[What is needed] What is needed is an exact transcription of every entry below, with the pictures left out.

--------------------

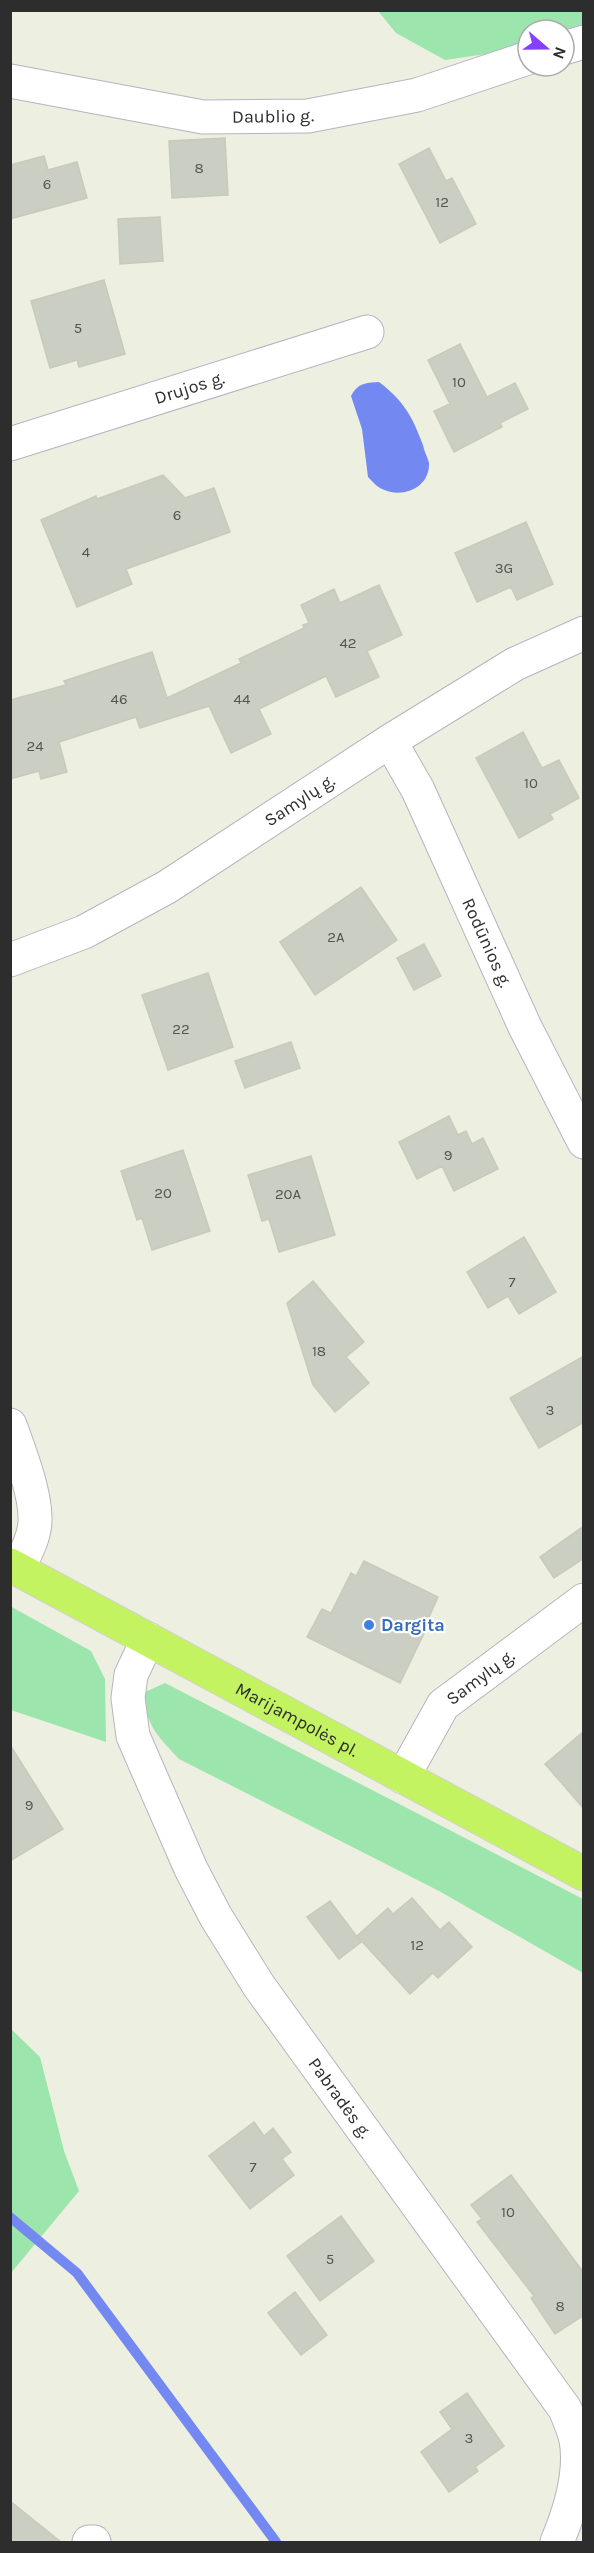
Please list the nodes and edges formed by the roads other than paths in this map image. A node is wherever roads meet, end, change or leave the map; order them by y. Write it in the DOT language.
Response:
graph roads {
  1 [pos="516,62"];
  2 [pos="10,81"];
  3 [pos="367,332"];
  4 [pos="10,444"];
  5 [pos="584,633"];
  6 [pos="390,741"];
  7 [pos="10,960"];
  8 [pos="584,1142"];
  9 [pos="10,1425"];
  10 [pos="14,1567"];
  11 [pos="584,1600"];
  12 [pos="148,1639"];
  13 [pos="403,1777"];
  14 [pos="584,1874"];
  15 [pos="89,2542"];
  16 [pos="94,2542"];
  17 [pos="557,2542"];
  1 -- 2 [label="street, Daublio g."];
  3 -- 4 [label="street, Drujos g."];
  5 -- 6 [label="street, Samylų g."];
  6 -- 7 [label="street, Samylų g."];
  6 -- 8 [label="street, Rodūnios g."];
  9 -- 10 [label="street"];
  10 -- 12 [label="main road, Marijampolės pl."];
  11 -- 13 [label="street, Samylų g."];
  12 -- 13 [label="main road, Marijampolės pl."];
  12 -- 17 [label="street, Pabradės g."];
  13 -- 14 [label="main road, Marijampolės pl."];
  15 -- 16 [label="street"];
}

--------------------

[Reply]
Please list the nodes and edges formed by the roads other than paths in this map image. A node is wherever roads meet, end, change or leave the map; order them by y. Write it in the DOT language.
Response:
graph roads {
  1 [pos="516,62"];
  2 [pos="10,81"];
  3 [pos="367,332"];
  4 [pos="10,444"];
  5 [pos="584,633"];
  6 [pos="390,741"];
  7 [pos="10,960"];
  8 [pos="584,1142"];
  9 [pos="10,1425"];
  10 [pos="14,1567"];
  11 [pos="584,1600"];
  12 [pos="148,1639"];
  13 [pos="403,1777"];
  14 [pos="584,1874"];
  15 [pos="89,2542"];
  16 [pos="94,2542"];
  17 [pos="557,2542"];
  1 -- 2 [label="street, Daublio g."];
  3 -- 4 [label="street, Drujos g."];
  5 -- 6 [label="street, Samylų g."];
  6 -- 7 [label="street, Samylų g."];
  6 -- 8 [label="street, Rodūnios g."];
  9 -- 10 [label="street"];
  10 -- 12 [label="main road, Marijampolės pl."];
  11 -- 13 [label="street, Samylų g."];
  12 -- 13 [label="main road, Marijampolės pl."];
  12 -- 17 [label="street, Pabradės g."];
  13 -- 14 [label="main road, Marijampolės pl."];
  15 -- 16 [label="street"];
}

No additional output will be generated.